+++ DATA FOR THIS TASK +++

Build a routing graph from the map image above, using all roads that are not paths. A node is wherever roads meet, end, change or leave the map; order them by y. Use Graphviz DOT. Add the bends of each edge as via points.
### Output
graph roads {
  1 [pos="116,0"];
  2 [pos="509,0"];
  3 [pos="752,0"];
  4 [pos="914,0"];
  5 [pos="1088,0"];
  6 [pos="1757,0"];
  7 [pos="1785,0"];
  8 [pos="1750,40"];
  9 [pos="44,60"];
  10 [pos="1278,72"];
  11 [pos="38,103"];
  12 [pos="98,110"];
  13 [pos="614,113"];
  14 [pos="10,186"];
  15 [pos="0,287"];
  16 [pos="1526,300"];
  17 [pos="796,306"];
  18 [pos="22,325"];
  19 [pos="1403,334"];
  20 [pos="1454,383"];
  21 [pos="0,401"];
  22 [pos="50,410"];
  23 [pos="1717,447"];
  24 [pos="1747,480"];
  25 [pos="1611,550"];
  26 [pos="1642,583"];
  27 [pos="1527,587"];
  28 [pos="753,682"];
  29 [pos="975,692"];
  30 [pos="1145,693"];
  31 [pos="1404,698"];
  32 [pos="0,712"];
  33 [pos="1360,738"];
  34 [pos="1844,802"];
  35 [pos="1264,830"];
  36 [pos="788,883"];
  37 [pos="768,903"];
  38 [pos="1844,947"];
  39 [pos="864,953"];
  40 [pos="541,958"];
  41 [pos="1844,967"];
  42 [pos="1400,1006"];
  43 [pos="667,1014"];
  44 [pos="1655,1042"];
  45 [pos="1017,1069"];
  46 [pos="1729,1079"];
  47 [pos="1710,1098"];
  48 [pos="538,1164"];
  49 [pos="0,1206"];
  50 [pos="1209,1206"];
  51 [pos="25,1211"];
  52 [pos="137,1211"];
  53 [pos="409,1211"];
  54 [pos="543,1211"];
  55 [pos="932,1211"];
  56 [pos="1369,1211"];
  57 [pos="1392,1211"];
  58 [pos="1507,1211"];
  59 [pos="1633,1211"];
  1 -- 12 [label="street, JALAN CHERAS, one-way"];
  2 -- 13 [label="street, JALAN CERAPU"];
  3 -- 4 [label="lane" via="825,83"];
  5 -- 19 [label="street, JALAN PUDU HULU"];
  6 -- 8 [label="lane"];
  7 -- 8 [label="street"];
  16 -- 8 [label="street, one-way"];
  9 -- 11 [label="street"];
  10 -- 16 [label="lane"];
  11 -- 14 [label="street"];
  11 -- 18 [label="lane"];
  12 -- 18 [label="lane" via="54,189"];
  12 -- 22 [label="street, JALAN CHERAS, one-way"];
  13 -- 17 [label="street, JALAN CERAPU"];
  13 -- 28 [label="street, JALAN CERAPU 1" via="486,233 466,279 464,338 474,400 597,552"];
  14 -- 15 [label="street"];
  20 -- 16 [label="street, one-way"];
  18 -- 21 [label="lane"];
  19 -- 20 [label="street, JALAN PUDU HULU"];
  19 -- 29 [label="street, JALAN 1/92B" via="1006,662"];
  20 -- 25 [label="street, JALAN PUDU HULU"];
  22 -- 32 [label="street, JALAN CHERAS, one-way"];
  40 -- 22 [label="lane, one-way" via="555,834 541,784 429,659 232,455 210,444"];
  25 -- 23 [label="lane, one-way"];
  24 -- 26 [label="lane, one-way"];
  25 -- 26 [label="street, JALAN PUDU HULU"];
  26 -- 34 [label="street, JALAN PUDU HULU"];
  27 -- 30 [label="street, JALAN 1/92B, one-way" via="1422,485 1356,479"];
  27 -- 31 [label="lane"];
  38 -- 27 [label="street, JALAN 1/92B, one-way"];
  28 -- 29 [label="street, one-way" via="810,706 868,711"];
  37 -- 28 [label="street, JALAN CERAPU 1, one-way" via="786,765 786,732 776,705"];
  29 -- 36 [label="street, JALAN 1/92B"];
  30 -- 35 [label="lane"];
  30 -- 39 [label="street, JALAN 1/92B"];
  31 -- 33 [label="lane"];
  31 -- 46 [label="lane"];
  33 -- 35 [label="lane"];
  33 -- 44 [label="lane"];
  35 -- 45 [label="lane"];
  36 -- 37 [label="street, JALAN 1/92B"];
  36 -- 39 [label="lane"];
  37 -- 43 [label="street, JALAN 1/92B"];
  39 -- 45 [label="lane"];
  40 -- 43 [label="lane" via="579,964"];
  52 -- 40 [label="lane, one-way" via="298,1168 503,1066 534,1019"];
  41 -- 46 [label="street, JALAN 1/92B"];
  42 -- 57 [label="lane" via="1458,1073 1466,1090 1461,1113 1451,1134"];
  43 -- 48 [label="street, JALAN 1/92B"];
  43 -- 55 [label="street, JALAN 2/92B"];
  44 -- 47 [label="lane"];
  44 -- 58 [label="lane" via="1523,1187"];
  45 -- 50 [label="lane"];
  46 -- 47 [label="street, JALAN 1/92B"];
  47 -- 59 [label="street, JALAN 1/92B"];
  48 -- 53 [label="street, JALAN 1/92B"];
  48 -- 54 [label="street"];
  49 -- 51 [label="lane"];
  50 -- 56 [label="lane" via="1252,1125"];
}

+++

> **WORK TO COMPLETE**: Copy all the lines from the data above that hold the word "PUDU".

> **EXERCISE SOLUTION**:
  5 -- 19 [label="street, JALAN PUDU HULU"];
  19 -- 20 [label="street, JALAN PUDU HULU"];
  20 -- 25 [label="street, JALAN PUDU HULU"];
  25 -- 26 [label="street, JALAN PUDU HULU"];
  26 -- 34 [label="street, JALAN PUDU HULU"];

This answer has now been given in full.